**Task instructions:** In the entries below, how many lines include "Nodes"? Reply with the number and nothing more.

┄┄┄┄┄┄┄┄┄┄┄┄┄┄┄┄┄┄┄┄

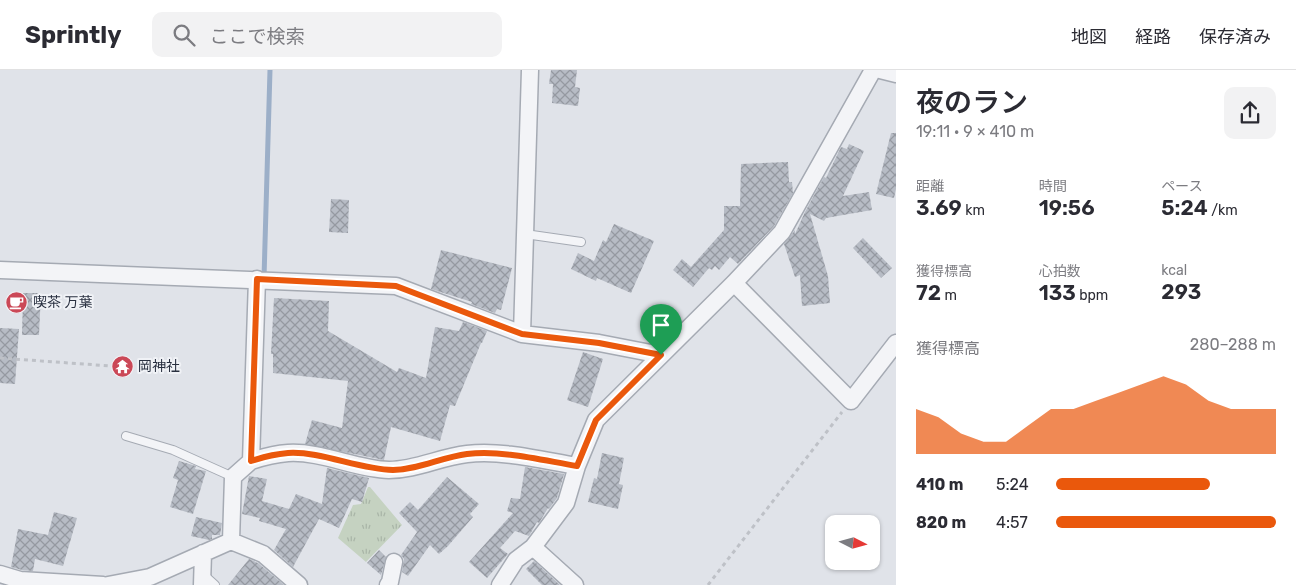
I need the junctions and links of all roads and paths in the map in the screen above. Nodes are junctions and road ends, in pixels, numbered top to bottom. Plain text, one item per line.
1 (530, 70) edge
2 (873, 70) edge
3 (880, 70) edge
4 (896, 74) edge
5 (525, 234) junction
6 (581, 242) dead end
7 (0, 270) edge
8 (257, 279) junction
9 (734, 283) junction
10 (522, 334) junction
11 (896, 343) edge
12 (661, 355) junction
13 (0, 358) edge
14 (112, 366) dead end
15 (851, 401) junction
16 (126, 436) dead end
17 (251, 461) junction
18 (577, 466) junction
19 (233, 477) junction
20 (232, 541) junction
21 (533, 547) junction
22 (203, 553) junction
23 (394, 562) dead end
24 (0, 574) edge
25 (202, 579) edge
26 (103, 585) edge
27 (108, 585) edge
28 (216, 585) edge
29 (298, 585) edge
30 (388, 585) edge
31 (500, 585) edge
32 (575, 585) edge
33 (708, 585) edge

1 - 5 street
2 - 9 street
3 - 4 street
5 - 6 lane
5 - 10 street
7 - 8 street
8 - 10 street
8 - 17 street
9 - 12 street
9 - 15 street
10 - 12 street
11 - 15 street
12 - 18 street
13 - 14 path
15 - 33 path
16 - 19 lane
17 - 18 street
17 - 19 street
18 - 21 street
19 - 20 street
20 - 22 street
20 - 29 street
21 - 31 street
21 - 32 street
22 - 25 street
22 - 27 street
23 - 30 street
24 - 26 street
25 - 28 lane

┄┄┄┄┄┄┄┄┄┄┄┄┄┄┄┄┄┄┄┄

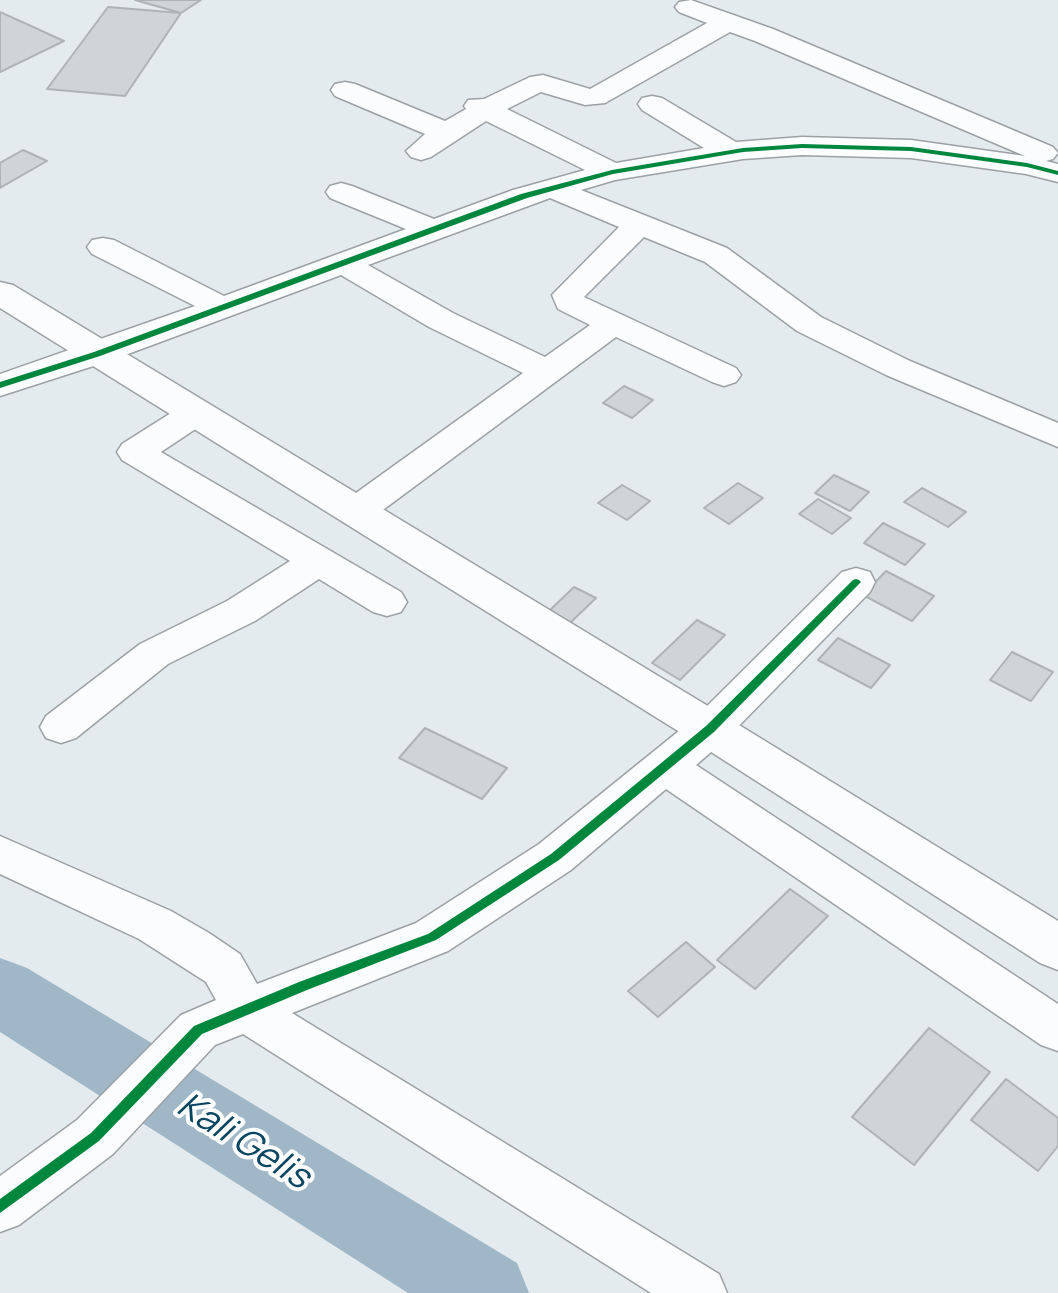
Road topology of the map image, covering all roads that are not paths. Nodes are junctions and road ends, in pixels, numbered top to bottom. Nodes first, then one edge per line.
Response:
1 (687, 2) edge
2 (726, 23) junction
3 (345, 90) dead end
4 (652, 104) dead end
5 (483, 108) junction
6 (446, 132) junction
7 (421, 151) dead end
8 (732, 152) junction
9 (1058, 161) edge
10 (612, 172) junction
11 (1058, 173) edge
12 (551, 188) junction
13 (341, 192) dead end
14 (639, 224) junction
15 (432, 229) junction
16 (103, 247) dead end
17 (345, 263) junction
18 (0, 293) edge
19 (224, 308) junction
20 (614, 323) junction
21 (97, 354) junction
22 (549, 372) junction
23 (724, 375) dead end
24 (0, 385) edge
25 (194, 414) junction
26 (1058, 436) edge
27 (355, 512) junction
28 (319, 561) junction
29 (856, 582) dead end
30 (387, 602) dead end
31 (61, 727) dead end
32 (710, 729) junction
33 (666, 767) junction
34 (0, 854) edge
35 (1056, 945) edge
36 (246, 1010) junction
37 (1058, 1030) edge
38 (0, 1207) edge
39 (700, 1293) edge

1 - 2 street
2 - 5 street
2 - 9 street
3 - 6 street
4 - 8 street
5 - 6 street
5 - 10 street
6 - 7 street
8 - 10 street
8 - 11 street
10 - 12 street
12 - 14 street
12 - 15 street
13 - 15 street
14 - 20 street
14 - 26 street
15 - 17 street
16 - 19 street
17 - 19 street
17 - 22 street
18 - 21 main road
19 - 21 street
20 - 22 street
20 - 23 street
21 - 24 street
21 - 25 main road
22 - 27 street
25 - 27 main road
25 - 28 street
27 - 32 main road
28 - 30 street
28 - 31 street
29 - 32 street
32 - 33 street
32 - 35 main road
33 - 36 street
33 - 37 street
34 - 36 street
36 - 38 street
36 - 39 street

┄┄┄┄┄┄┄┄┄┄┄┄┄┄┄┄┄┄┄┄

**Solution to the exercise:** 2